● **PROBLEM TO SOLVE**: From the first line of the data below, repeat each line exactly until you reach the line with "I need the junctions and links of the"; include that line too.

Saved data entries
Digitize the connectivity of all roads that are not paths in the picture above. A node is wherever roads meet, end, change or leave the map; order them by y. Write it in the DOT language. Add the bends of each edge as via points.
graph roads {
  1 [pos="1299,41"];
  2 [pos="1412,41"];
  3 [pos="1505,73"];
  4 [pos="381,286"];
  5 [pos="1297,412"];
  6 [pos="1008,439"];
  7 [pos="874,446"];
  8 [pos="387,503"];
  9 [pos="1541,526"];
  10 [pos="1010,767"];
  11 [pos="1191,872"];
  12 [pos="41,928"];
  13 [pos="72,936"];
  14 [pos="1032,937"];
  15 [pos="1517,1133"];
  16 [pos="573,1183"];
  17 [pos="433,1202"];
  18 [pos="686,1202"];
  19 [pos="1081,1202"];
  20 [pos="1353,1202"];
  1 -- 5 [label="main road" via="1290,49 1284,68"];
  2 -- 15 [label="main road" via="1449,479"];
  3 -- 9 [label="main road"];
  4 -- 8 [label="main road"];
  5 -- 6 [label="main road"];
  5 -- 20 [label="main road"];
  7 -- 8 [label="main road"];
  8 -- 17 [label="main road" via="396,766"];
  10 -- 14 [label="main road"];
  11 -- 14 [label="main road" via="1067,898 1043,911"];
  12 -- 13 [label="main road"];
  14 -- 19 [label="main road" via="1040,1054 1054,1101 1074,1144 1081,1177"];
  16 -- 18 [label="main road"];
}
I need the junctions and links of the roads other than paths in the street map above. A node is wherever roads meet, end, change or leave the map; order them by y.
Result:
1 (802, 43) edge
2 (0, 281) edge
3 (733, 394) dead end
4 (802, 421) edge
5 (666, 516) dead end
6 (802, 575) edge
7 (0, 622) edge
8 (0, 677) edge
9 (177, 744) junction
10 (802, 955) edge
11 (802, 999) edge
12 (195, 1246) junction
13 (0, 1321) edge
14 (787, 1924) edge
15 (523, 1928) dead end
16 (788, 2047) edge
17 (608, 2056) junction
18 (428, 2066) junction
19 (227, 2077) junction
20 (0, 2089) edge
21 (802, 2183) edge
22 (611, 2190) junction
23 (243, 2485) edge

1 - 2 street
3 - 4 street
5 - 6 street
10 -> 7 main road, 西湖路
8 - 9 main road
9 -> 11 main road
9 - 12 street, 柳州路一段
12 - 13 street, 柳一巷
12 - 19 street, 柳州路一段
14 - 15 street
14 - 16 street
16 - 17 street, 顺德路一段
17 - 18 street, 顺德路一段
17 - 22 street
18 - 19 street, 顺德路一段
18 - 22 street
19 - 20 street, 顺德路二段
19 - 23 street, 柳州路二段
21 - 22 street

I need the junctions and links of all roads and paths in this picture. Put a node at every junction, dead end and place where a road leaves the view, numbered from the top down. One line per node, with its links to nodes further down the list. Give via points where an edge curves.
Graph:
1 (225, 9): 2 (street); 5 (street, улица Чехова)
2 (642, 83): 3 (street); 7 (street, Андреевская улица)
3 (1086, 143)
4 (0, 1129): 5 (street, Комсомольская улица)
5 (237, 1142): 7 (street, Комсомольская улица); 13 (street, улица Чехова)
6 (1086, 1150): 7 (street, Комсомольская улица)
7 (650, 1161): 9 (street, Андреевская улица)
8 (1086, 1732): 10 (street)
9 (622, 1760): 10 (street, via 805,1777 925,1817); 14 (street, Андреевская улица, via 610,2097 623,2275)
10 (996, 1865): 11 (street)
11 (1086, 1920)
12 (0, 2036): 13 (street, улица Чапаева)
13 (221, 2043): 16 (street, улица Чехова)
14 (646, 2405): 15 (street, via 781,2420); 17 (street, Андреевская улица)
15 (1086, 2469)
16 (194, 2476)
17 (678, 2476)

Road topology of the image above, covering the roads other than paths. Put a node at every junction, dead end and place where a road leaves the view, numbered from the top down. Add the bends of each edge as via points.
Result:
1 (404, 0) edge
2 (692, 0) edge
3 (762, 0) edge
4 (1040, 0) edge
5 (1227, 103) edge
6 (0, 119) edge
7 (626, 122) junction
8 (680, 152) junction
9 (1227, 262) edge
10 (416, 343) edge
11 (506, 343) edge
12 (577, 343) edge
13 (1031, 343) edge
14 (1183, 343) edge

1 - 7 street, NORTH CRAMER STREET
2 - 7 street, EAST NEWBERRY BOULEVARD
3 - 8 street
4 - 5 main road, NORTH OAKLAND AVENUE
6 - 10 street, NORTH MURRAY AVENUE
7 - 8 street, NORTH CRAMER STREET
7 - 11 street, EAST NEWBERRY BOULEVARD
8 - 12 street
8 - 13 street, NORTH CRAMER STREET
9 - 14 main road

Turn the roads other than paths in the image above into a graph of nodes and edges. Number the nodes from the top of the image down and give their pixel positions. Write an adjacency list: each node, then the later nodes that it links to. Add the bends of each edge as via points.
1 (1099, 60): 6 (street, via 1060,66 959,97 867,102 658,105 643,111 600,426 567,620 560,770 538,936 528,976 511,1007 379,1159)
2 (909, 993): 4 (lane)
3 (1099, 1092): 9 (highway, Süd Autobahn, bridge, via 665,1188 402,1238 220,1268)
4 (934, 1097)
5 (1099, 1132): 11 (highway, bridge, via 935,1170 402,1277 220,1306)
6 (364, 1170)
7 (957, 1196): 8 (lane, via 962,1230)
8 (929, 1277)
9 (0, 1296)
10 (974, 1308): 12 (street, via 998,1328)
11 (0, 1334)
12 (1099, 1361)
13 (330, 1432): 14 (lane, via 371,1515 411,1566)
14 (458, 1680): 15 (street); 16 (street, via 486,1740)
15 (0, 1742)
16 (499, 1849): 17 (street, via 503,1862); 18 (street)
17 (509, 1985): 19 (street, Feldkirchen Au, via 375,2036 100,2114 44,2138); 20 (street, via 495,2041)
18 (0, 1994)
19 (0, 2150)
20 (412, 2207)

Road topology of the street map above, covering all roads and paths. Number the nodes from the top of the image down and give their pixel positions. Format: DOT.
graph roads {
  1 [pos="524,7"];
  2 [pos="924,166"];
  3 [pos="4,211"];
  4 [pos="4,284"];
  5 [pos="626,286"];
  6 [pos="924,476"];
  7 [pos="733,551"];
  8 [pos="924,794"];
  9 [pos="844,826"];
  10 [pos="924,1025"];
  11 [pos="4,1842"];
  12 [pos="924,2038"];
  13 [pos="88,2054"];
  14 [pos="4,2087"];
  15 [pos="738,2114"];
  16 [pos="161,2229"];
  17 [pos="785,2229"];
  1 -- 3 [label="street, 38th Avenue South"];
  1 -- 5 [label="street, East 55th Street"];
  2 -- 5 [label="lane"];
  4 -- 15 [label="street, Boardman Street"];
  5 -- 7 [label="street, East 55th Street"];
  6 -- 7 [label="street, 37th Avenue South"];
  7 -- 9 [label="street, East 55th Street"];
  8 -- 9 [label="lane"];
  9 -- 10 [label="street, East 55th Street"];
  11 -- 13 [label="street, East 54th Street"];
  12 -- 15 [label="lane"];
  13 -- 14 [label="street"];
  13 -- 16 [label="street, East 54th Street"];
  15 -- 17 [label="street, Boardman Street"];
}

● **EXERCISE RESULT**:
Digitize the connectivity of all roads that are not paths in the picture above. A node is wherever roads meet, end, change or leave the map; order them by y. Write it in the DOT language. Add the bends of each edge as via points.
graph roads {
  1 [pos="1299,41"];
  2 [pos="1412,41"];
  3 [pos="1505,73"];
  4 [pos="381,286"];
  5 [pos="1297,412"];
  6 [pos="1008,439"];
  7 [pos="874,446"];
  8 [pos="387,503"];
  9 [pos="1541,526"];
  10 [pos="1010,767"];
  11 [pos="1191,872"];
  12 [pos="41,928"];
  13 [pos="72,936"];
  14 [pos="1032,937"];
  15 [pos="1517,1133"];
  16 [pos="573,1183"];
  17 [pos="433,1202"];
  18 [pos="686,1202"];
  19 [pos="1081,1202"];
  20 [pos="1353,1202"];
  1 -- 5 [label="main road" via="1290,49 1284,68"];
  2 -- 15 [label="main road" via="1449,479"];
  3 -- 9 [label="main road"];
  4 -- 8 [label="main road"];
  5 -- 6 [label="main road"];
  5 -- 20 [label="main road"];
  7 -- 8 [label="main road"];
  8 -- 17 [label="main road" via="396,766"];
  10 -- 14 [label="main road"];
  11 -- 14 [label="main road" via="1067,898 1043,911"];
  12 -- 13 [label="main road"];
  14 -- 19 [label="main road" via="1040,1054 1054,1101 1074,1144 1081,1177"];
  16 -- 18 [label="main road"];
}
I need the junctions and links of the roads other than paths in the street map above. A node is wherever roads meet, end, change or leave the map; order them by y.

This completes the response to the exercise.